Experimental results have been promising, and the PHI Lab hopes to be able to share more recent results soon. One challenge they have encountered, however, is that under certain conditions – namely, when the laser pump is increased from below to above threshold – CIMs may be prevented from relaxing to their true ground state. In another article co-authored by Dr. Yamamoto and colleagues at Stanford University and the University of Tokyo, and published in the latest issue of Applied Physics Letter (APL), we learn of two possible solutions to that problem : 1) coherent spreading over local minima via quantum noise correlation; and 2) real-time error correction feedback.
In the course of discussing these approaches, the authors turn to a wide range of interdisciplinary concepts, which they describe as “spanning the fields of statistical physics, mathematics, and computer science, including dynamical systems theory, bifurcation theory, chaos, spin glasses, belief propagation and survey propagation.”

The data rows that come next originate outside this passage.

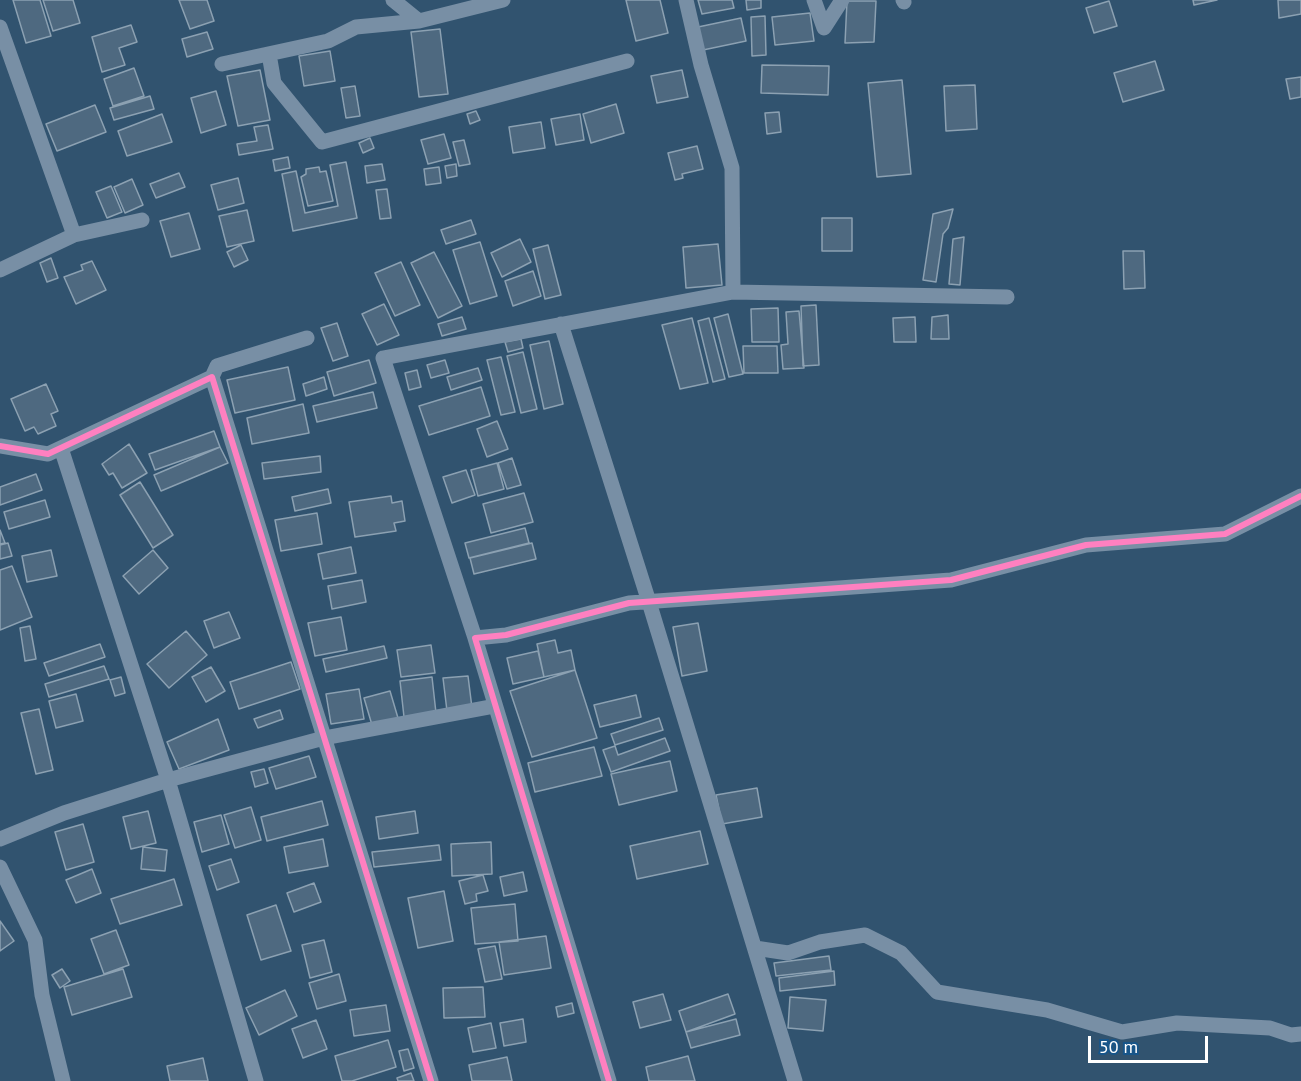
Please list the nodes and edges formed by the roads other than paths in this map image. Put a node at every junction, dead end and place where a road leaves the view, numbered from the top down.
1 (393, 0) edge
2 (503, 0) edge
3 (686, 0) edge
4 (814, 0) edge
5 (842, 0) edge
6 (419, 21) junction
7 (0, 27) edge
8 (269, 54) junction
9 (627, 62) dead end
10 (222, 64) dead end
11 (142, 220) dead end
12 (74, 235) junction
13 (0, 270) edge
14 (733, 292) junction
15 (1007, 297) dead end
16 (561, 324) junction
17 (307, 338) dead end
18 (212, 377) junction
19 (0, 446) edge
20 (61, 448) junction
21 (1301, 496) edge
22 (649, 602) junction
23 (475, 639) junction
24 (495, 706) junction
25 (324, 738) junction
26 (168, 780) junction
27 (0, 839) edge
28 (0, 867) edge
29 (755, 948) junction
30 (1301, 1034) edge
31 (63, 1081) edge
32 (256, 1081) edge
33 (431, 1081) edge
34 (609, 1081) edge
35 (795, 1081) edge

1 - 6 street
2 - 6 street
3 - 14 street
4 - 5 street
6 - 8 street
7 - 12 street
8 - 9 street
8 - 10 street
11 - 12 street
12 - 13 street
14 - 15 street
14 - 16 street
16 - 22 street
16 - 23 street
17 - 18 street
18 - 20 street
18 - 25 street
19 - 20 street
20 - 26 street
21 - 22 street
22 - 23 street
22 - 29 street
23 - 24 street
24 - 25 street
24 - 34 street
25 - 26 street
25 - 33 street
26 - 27 street
26 - 32 street
28 - 31 street
29 - 30 street
29 - 35 street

What is happening in this quest for explanations is not uncommon in pathbreaking scientific research. In this case, the high-level performances of CIM prototypes have simply outpaced our current levels of understanding. Interestingly, that stands in contrast to mainstream quantum computing, which to date has been characterized by a higher level of theoretical analysis than laboratory results. A reasonable objective for CIM research now is to advance both sides of the equation, even if the theoretical work has the effect of creating a field of study not listed in existing academic taxonomies.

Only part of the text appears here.